Entrambi sapevano che lo scrittore era riuscito a seppellirlo nel cortile di casa, vicino a un ciliegio, prima dell’arrivo dei russi. “Quel gesto mi ha colpito profondamente. È stato l’ultimo tentativo di uno scrittore di parlare e farsi sentire”, ha detto Amelina alla Bbc a dicembre. Il diario di Vakulenko oggi è custodito nel museo letterario di Charkiv.

L’ultima annotazione si conclude con queste parole: “Tutto sarà Ucraina! Credo nella vittoria”.

“Ogni sopravvissuto all’occupazione ha una storia unica, e quasi tutti sono felici di raccontarcela”, spiega la scrittrice. Molti esprimono la loro gratitudine facendo regali, soprattutto cose da mangiare. Lei ha ricevuto noci, mele e altri frutti provenienti dai giardini delle persone con cui aveva parlato. “Un uomo mi ha offerto una bottiglia di birra russa che risaliva ai giorni dell’occupazione, ma ho deciso di non berla”, dice.

Una questione di empatia

Di solito le missioni di Truth hounds durano una settimana. In quell’arco di tempo Amelina riesce a parlare con due o tre persone al giorno. A volte servono fino a sei ore per registrare una testimonianza. Spesso un incontro offre un indizio che porta all’intervista successiva, dando per esempio i nomi di amici, familiari e vicini arrestati o torturati.

Prima di raccogliere una testimonianza, i ricercatori devono assicurarsi che la vittima sia in condizioni psicologiche abbastanza stabili da poter rivivere il dolore. “Non parliamo con chi sta piangendo o è sull’orlo delle lacrime”, spiega. “È importante sforzarsi di capire cosa li faccia sentire meglio. Per esempio se hai di fronte una donna che ha perso un figlio ma ha ancora i nipoti, all’inizio è bene soffermarsi su di loro per un po’. A prescindere dalla tecnica che adotti, l’empatia è l’elemento fondamentale.

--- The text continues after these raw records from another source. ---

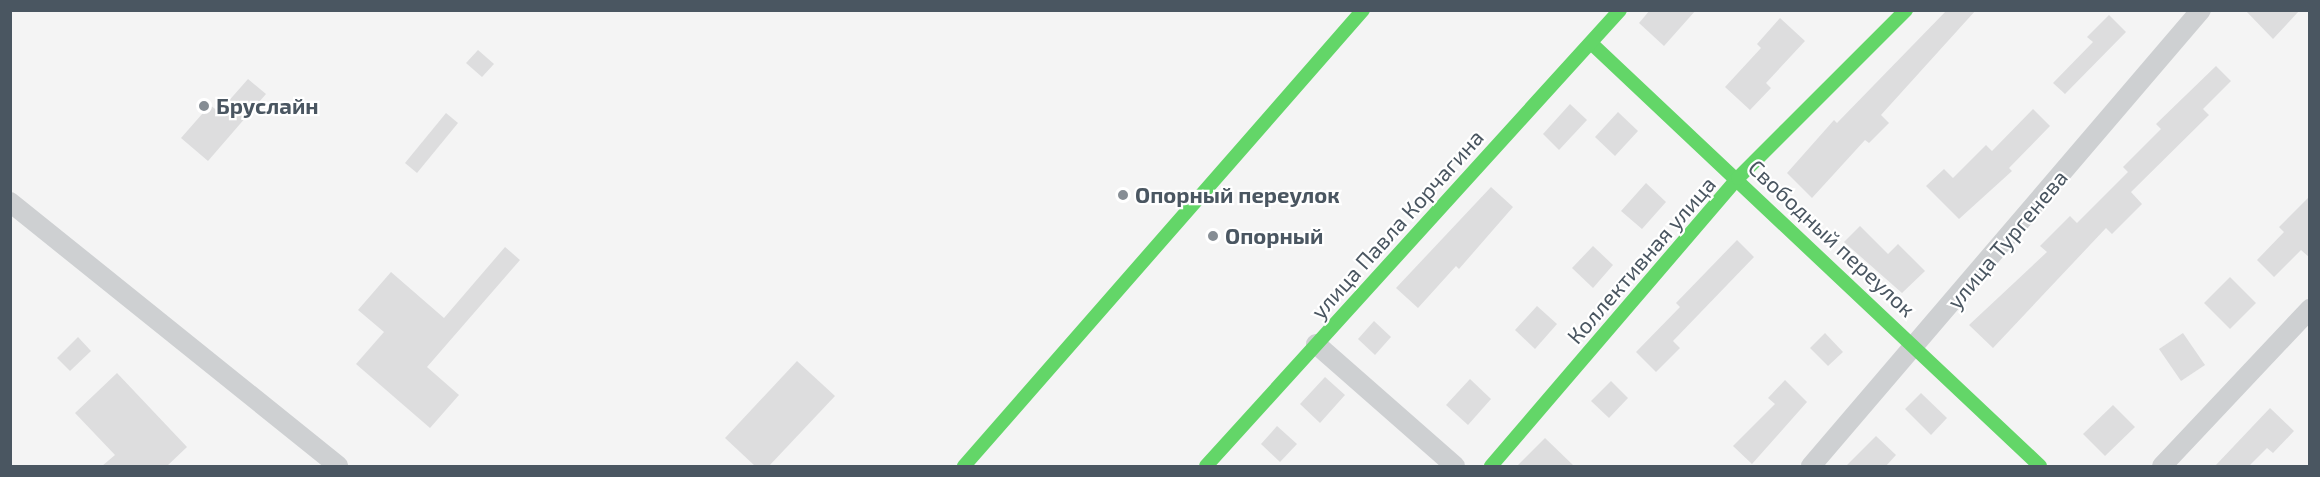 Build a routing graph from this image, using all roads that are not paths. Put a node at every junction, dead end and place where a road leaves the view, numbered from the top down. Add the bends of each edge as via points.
1 (1363, 10) edge
2 (1620, 10) edge
3 (1906, 10) edge
4 (2200, 10) edge
5 (1591, 43) junction
6 (1738, 178) junction
7 (10, 202) edge
8 (2310, 309) edge
9 (1316, 344) junction
10 (1916, 347) junction
11 (338, 466) edge
12 (964, 466) edge
13 (1206, 466) edge
14 (1455, 466) edge
15 (1491, 466) edge
16 (1811, 466) edge
17 (2040, 466) edge
18 (2162, 466) edge

1 - 12 street
2 - 5 street, улица Павла Корчагина
3 - 6 street, Коллективная улица
4 - 10 street, улица Тургенева
5 - 6 street, Свободный переулок
5 - 9 street, улица Павла Корчагина
6 - 10 street, Свободный переулок
6 - 15 street, Коллективная улица
7 - 11 street
8 - 18 street
9 - 13 street, улица Павла Корчагина
9 - 14 street
10 - 16 street, улица Тургенева
10 - 17 street, Свободный переулок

Devi avere tutta la premura possibile, in modo che il tuo interlocutore esca rafforzato da quell’esperienza”.

Secondo la scrittrice non ci sono differenze sostanziali tra i crimini di guerra commessi a Charkiv, a Cherson o negli altri oblast del paese. I soldati russi non hanno mostrato esitazione nel ricorrere alla tortura e all’omicidio, prendendo di mira i civili di ogni tipo, compresi insegnanti, medici e autori per ragazzi. Non hanno risparmiato nemmeno i bambini.

Domande e risposte

L’impatto devastante dei crimini russi emerge non solo dalle testimonianze dei sopravvissuti, ma anche dall’aspetto dei territori ucraini che hanno subìto l’occupazione, segnati dalla violenza commessa dall’esercito di Mosca. Quando vogliono documentare la distruzione del patrimonio culturale ucraino (biblioteche, musei e altre istituzioni) i ricercatori non devono fare altro che guardarsi intorno.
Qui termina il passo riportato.